━━━ Dataset entries ━━━
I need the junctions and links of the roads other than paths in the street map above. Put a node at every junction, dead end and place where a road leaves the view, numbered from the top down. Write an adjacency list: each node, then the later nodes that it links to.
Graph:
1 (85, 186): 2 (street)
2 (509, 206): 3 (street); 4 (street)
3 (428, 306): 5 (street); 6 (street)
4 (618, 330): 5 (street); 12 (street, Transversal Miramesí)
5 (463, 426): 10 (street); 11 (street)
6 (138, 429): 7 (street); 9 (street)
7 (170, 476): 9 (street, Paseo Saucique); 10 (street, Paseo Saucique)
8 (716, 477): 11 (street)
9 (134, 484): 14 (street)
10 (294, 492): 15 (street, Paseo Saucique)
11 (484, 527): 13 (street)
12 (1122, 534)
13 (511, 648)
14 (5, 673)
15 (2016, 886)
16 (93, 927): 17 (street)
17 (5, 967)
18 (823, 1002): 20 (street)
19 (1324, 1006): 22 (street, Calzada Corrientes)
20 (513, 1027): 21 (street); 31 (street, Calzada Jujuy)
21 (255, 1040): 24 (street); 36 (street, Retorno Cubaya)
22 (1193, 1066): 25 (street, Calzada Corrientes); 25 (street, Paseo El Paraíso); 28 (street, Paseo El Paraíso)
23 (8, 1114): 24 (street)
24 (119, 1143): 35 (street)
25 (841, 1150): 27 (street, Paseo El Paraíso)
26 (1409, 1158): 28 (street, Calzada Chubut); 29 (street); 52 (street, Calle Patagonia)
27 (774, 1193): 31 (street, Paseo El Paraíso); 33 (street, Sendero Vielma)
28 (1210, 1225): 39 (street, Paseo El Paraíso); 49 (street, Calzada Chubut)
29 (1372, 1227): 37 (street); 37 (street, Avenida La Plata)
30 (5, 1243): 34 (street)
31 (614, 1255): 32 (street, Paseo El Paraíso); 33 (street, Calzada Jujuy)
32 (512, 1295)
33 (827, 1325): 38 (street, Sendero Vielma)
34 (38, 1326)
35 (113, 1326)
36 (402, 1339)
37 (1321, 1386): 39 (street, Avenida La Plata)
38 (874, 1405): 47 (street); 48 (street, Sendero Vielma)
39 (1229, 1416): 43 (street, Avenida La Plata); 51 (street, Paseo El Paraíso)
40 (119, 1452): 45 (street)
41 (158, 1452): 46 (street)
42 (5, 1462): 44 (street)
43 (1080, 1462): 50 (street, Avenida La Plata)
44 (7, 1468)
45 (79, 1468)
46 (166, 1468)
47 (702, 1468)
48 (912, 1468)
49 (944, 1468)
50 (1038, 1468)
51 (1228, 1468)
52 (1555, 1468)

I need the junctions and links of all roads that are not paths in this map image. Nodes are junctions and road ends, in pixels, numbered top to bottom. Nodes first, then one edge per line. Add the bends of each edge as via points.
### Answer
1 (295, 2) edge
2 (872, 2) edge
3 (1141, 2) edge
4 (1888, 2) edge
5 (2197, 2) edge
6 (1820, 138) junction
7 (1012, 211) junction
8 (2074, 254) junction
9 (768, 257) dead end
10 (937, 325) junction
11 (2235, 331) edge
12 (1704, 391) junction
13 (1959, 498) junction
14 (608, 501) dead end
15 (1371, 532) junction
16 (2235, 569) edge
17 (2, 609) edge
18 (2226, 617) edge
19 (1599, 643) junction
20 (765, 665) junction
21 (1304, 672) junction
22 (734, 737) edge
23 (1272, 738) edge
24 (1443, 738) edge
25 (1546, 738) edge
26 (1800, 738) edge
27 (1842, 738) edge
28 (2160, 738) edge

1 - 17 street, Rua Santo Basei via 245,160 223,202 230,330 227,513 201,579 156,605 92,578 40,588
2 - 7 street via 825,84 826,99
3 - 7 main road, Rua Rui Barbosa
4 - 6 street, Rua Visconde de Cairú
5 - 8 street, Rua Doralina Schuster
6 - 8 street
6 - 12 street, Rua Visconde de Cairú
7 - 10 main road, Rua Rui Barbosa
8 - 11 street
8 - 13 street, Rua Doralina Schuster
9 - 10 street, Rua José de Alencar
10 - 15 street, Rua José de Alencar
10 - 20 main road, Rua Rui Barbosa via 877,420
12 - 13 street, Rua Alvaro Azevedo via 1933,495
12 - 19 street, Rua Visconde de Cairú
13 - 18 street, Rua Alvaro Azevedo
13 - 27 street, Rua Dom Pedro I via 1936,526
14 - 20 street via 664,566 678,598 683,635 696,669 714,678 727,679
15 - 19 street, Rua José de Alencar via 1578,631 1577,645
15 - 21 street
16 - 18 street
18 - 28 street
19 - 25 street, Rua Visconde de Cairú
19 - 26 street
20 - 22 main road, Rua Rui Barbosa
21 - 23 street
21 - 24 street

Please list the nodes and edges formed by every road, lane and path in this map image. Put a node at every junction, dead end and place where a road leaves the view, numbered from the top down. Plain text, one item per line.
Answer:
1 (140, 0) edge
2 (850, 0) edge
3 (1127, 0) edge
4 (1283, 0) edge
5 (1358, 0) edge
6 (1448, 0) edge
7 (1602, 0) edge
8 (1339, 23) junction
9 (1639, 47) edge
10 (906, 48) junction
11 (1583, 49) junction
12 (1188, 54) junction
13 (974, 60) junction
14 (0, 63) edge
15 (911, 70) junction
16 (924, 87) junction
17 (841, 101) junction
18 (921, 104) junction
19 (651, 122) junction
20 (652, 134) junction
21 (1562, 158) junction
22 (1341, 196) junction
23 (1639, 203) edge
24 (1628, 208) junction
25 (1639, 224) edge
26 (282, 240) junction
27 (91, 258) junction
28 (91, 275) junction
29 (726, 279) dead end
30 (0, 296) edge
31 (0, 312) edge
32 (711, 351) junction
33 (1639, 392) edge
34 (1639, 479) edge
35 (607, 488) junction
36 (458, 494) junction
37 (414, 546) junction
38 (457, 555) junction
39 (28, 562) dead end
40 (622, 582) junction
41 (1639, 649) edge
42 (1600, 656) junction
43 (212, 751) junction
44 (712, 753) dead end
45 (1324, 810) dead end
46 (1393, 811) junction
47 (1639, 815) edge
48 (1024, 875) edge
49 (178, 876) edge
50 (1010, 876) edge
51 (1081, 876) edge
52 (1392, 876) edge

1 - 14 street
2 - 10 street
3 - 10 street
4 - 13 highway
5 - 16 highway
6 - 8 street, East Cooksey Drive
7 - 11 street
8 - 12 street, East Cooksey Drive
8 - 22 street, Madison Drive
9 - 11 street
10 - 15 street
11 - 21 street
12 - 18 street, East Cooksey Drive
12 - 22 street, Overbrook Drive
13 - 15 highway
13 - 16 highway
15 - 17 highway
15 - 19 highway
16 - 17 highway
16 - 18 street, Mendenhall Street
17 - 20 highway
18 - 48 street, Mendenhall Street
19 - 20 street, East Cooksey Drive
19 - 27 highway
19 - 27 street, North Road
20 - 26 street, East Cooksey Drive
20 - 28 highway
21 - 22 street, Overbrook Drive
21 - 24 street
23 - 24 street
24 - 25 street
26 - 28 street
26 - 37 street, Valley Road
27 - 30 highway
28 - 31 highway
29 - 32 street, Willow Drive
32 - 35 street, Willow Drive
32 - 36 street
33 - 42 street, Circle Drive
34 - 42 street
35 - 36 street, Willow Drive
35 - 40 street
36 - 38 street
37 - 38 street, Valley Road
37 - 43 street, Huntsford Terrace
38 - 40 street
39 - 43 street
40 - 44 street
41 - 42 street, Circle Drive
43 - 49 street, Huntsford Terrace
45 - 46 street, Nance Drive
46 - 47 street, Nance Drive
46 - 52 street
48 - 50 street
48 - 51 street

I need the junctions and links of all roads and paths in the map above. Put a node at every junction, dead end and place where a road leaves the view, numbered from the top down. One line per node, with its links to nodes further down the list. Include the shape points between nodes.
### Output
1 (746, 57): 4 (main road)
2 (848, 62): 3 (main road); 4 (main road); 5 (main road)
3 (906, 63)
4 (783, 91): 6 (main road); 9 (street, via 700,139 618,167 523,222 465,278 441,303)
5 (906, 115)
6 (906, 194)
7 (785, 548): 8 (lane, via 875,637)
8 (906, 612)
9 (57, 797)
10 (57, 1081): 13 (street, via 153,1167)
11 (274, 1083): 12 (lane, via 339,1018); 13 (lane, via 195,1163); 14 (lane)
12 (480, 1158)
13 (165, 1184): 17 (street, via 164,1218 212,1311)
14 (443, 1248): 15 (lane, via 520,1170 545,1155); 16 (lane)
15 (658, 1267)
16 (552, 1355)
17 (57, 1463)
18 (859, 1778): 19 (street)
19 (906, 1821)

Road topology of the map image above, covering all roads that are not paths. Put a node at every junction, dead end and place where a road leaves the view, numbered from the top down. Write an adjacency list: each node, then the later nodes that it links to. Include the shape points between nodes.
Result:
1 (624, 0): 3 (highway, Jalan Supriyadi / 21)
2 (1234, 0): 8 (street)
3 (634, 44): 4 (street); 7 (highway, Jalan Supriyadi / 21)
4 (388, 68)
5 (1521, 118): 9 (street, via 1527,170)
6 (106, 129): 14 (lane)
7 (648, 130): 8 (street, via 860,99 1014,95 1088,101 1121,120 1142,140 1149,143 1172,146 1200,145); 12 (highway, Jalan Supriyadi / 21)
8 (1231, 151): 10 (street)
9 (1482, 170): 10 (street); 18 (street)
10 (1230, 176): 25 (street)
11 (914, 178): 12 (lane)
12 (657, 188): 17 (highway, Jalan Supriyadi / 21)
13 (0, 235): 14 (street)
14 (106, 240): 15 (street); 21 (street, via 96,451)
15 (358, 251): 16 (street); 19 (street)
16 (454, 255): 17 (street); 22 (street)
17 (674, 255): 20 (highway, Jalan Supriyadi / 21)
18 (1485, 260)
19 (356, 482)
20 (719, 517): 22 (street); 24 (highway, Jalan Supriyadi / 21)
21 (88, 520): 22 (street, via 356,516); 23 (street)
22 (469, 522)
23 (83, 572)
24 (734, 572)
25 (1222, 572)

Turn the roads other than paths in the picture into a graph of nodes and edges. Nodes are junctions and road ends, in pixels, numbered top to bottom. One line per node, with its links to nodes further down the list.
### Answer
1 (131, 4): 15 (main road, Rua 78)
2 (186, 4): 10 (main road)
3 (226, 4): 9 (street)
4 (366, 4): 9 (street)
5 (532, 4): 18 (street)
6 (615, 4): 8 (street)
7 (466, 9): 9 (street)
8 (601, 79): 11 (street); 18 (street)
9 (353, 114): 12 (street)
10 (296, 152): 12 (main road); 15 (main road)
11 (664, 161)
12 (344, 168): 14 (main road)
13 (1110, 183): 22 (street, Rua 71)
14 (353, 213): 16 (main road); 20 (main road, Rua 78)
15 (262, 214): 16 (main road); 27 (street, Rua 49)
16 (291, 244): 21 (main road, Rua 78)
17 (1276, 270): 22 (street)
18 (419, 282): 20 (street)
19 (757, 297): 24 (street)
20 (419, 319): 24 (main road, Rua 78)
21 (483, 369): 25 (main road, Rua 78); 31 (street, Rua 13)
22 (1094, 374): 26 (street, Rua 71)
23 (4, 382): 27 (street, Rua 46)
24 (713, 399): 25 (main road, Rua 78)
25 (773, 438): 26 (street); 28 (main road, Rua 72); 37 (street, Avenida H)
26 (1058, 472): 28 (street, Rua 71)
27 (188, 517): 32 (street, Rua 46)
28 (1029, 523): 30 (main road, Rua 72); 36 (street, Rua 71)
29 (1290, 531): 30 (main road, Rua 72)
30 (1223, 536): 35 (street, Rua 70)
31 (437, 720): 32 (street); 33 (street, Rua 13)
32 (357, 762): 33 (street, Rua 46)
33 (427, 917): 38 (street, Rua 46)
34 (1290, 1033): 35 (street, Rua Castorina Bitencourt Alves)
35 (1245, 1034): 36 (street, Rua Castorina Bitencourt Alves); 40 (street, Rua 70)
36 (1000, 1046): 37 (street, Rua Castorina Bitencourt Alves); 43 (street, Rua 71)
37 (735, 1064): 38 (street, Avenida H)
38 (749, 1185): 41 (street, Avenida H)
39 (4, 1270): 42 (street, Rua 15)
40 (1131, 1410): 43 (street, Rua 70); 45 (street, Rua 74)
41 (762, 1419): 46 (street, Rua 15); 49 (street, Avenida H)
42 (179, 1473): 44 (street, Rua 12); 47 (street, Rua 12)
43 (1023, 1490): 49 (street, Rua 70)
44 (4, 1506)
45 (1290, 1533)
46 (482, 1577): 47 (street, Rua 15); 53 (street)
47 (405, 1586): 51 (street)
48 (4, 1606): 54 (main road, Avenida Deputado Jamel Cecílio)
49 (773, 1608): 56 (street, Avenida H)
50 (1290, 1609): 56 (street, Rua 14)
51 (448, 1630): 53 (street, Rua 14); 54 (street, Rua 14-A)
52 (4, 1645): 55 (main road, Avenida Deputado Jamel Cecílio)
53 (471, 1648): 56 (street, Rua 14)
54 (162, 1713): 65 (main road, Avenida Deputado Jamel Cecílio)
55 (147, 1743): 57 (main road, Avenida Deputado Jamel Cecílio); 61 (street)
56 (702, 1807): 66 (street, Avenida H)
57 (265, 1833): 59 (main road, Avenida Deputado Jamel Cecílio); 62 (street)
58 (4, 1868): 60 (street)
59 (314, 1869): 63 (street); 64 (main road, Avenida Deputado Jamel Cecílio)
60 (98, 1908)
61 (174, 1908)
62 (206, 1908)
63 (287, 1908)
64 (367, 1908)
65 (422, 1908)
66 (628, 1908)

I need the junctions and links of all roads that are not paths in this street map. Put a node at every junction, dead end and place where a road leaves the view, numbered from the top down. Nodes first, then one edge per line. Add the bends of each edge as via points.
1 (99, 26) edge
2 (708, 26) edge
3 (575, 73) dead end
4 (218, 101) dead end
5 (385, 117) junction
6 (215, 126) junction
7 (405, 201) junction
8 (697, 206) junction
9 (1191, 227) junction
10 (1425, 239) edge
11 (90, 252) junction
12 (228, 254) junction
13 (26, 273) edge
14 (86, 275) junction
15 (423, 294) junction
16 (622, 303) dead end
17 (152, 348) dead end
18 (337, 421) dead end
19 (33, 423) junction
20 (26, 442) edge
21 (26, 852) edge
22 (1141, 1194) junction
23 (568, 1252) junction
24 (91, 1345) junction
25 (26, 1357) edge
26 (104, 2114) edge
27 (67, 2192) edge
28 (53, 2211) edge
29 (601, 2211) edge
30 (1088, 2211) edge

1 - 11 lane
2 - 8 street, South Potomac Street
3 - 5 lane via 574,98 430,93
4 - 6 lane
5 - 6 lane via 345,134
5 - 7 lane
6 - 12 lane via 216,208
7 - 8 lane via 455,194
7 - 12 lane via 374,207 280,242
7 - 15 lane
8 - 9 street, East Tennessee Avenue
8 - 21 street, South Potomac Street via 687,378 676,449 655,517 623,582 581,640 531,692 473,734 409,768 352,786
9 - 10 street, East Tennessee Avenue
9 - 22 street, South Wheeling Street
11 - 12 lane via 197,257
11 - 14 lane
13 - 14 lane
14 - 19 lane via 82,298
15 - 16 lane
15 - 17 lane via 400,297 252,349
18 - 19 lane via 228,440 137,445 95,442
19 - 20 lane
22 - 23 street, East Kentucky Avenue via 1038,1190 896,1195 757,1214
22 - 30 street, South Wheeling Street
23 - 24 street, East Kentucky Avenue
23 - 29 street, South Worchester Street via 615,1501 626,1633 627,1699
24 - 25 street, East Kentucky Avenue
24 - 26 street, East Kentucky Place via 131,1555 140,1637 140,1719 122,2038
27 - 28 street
━━━
■ Problem to solve ■
In these entries, some lines may contain the string "Paraíso". Give the number of such lines and nothing more.

■ Your solution ■
6